L’article L. 442-6 2° du code de commerce, dans sa rédaction applicable au litige, dispose qu’engage la responsabilité de son auteur et l’oblige à réparer le préjudice causé le fait, par tout producteur, commerçant, industriel ou personne immatriculée au répertoire des métiers de soumettre ou de tenter de soumettre un partenaire commercial à des obligations créant un déséquilibre significatif dans les droits et obligations des parties.

L’élément de soumission ou de tentative de soumission de la pratique de déséquilibre significatif

implique la démonstration de l’absence de négociation effective ou l’usage de menaces ou de mesures de rétorsion visant a forcer l’acceptation impliquant cette absence de négociation effective.

L’existence d’obligations créant un déséquilibre significatif peut notamment se déduire d’une absence totale de réciprocité ou de contrepartie a une obligation, ou encore d’une disproportion importante entre les obligations respectives des parties.

Les clauses sont appréciées dans leur contexte, au regard de l’économie de la relation contractuelle.

Il appartient à la société qui se prétend victime d’apporter la preuve du déséquilibre qu’elle subit.

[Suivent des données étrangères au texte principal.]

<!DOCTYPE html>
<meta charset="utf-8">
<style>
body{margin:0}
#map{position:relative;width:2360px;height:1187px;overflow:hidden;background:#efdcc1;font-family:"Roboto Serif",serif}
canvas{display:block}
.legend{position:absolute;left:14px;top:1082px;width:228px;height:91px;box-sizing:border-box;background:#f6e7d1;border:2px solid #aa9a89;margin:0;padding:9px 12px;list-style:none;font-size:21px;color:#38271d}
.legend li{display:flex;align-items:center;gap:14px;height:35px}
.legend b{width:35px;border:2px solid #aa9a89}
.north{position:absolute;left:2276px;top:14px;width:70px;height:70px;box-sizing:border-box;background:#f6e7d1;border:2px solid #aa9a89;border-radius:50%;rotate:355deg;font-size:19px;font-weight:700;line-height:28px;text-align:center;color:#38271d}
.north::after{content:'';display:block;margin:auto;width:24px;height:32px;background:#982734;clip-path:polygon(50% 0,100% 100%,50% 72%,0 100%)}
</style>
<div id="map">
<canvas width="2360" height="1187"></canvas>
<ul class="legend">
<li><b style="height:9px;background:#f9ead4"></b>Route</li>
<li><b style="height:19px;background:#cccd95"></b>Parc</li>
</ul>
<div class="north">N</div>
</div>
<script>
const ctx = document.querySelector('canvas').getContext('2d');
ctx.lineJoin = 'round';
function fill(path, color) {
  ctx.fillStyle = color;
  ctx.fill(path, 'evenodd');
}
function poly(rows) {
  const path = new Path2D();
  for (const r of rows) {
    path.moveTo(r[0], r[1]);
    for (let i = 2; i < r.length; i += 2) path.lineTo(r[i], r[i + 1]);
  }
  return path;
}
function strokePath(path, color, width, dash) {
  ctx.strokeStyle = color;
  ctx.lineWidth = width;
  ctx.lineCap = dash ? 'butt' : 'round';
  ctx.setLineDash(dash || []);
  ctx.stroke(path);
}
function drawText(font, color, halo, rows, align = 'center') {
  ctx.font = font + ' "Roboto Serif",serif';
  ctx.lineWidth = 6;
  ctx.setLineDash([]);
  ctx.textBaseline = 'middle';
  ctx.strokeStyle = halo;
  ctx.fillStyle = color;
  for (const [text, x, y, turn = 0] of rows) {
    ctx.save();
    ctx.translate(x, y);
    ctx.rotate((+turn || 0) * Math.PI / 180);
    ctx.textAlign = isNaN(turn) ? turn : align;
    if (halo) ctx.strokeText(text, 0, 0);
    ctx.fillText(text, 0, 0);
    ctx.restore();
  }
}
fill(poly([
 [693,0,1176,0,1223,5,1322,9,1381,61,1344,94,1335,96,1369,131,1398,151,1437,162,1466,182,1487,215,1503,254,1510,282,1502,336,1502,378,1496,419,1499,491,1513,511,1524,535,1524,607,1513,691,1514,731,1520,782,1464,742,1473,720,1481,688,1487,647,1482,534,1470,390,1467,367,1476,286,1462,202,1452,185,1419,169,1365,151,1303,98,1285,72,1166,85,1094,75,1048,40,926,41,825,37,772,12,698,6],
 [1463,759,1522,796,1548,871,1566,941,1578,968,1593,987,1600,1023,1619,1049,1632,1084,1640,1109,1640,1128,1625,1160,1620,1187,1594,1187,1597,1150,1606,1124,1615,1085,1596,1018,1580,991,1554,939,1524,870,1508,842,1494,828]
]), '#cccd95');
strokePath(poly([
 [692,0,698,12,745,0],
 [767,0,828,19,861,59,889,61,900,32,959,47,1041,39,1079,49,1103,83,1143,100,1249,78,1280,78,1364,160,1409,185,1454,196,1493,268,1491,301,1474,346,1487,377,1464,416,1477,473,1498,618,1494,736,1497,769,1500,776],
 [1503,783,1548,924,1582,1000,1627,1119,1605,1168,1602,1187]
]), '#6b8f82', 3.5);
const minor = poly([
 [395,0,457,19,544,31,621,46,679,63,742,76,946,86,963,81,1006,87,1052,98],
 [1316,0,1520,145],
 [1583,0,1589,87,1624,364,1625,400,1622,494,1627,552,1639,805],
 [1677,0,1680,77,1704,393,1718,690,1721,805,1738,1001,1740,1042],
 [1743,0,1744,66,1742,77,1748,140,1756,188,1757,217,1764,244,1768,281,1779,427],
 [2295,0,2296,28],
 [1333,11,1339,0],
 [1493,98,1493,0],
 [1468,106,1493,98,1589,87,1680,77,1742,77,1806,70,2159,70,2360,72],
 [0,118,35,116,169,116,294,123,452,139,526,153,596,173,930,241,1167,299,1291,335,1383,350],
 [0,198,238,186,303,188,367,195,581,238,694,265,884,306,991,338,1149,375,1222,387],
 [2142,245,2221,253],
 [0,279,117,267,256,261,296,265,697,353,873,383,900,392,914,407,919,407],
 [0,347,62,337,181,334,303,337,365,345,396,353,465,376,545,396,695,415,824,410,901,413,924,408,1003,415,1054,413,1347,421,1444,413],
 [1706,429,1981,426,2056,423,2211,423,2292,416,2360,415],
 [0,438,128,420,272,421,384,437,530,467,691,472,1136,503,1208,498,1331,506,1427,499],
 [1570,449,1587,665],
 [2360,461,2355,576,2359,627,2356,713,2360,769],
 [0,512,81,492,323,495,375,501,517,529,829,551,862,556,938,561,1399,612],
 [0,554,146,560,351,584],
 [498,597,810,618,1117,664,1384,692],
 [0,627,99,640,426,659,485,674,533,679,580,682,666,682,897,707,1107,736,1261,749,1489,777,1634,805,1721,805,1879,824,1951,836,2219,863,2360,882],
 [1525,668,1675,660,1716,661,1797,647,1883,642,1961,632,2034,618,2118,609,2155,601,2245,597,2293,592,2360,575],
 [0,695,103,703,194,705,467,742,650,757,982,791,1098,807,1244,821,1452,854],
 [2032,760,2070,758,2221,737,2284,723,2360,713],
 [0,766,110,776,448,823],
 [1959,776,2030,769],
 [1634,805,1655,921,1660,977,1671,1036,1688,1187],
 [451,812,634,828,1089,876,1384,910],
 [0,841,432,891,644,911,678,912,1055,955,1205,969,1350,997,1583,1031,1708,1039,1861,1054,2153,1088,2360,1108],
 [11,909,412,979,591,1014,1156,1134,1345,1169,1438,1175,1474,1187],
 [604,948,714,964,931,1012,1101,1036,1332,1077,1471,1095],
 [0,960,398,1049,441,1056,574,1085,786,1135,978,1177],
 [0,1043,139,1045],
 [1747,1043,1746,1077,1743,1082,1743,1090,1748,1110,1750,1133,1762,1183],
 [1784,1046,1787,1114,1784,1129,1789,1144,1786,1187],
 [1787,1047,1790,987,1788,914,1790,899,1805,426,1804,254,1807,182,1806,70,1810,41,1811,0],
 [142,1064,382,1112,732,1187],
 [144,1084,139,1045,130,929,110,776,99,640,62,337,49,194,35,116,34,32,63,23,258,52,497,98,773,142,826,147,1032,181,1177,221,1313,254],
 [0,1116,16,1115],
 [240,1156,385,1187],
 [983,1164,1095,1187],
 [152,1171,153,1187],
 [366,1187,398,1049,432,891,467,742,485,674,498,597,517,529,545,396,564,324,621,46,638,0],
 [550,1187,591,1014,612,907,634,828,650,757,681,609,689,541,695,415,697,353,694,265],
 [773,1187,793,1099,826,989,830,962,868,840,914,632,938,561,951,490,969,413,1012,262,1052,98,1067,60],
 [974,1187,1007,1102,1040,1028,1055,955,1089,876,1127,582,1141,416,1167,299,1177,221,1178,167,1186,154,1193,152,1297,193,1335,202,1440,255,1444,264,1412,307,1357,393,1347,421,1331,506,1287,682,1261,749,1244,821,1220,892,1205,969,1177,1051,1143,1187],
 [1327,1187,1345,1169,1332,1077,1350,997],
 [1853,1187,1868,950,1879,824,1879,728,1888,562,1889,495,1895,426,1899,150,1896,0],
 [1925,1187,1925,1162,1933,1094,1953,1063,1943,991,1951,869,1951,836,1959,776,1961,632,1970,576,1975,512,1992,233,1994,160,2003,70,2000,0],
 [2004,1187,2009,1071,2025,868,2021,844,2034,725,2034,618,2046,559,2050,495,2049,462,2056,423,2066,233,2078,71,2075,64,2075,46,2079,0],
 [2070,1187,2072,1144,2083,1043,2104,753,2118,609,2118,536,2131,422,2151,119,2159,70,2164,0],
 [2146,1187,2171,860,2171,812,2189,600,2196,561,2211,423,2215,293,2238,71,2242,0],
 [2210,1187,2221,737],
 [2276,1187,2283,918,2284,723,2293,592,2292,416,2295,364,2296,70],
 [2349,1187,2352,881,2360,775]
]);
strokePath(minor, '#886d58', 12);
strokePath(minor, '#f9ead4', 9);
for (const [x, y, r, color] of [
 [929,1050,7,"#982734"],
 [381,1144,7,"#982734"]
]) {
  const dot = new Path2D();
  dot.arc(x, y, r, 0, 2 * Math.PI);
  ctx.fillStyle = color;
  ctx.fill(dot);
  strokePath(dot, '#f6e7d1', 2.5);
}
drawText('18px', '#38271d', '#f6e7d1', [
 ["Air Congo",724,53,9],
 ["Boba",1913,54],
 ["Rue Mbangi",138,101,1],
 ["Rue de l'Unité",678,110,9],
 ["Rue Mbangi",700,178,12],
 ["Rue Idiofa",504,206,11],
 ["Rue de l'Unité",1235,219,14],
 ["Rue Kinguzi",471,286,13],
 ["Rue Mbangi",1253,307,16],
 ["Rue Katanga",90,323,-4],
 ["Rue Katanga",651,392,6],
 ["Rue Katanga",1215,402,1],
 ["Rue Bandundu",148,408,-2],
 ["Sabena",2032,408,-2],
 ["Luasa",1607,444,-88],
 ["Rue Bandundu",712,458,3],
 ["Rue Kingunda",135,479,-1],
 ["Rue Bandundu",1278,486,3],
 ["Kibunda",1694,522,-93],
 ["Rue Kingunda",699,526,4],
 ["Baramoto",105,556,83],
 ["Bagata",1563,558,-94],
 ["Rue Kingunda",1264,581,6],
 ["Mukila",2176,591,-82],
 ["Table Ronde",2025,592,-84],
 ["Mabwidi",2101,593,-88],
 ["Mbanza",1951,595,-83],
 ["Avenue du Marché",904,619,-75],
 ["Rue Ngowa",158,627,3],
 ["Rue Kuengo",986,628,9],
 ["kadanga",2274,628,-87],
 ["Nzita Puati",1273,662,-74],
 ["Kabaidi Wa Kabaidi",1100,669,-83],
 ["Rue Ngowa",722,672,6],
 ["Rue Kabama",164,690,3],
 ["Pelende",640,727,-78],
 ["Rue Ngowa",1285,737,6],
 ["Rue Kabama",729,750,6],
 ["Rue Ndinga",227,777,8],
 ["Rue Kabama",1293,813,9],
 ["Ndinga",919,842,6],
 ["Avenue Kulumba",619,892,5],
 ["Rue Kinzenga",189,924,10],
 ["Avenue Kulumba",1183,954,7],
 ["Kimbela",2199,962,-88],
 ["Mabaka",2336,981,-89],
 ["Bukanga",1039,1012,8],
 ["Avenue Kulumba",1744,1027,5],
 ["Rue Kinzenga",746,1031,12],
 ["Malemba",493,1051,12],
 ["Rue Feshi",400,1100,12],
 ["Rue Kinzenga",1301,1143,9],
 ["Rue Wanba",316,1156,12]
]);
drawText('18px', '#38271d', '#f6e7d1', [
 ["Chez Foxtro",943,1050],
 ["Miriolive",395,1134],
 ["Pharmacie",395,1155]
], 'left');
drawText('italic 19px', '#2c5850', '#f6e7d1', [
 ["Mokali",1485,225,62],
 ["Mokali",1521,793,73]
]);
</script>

Pour caractériser l’existence d’un déséquilibre significatif à son détriment dans les droits et obligations des parties, la société Worldship invoque les dispositions suivantes du contrat conclu le 25 février 2011:

« 4.1 Absence d’autres désignations

L’Agent ne pourra accepter une désignation en tant qu’Agent général de ventes (ou toute désignation similaire) au sein de la Zone :

a. par toute autre compagnie aérienne, ou

b. par une agence de voyage étant directement ou indirectement détenue par une autre

compagnie aérienne,

sans le consentement du Mandant ».

« 4.3 Séparation des fonctions

L’agent ne doit pas obtenir une accréditation, ou détenir un point de vente approuvé par IATA comme point de vente agréé (tel que défini par IATA) dans tout ou partie de la zone. Dans le cas où l’agent demanderait une accréditation auprès de IATA pour devenir agent accrédité dans tout ou partie de la zone, il devra immédiatement avertir le mandant. ».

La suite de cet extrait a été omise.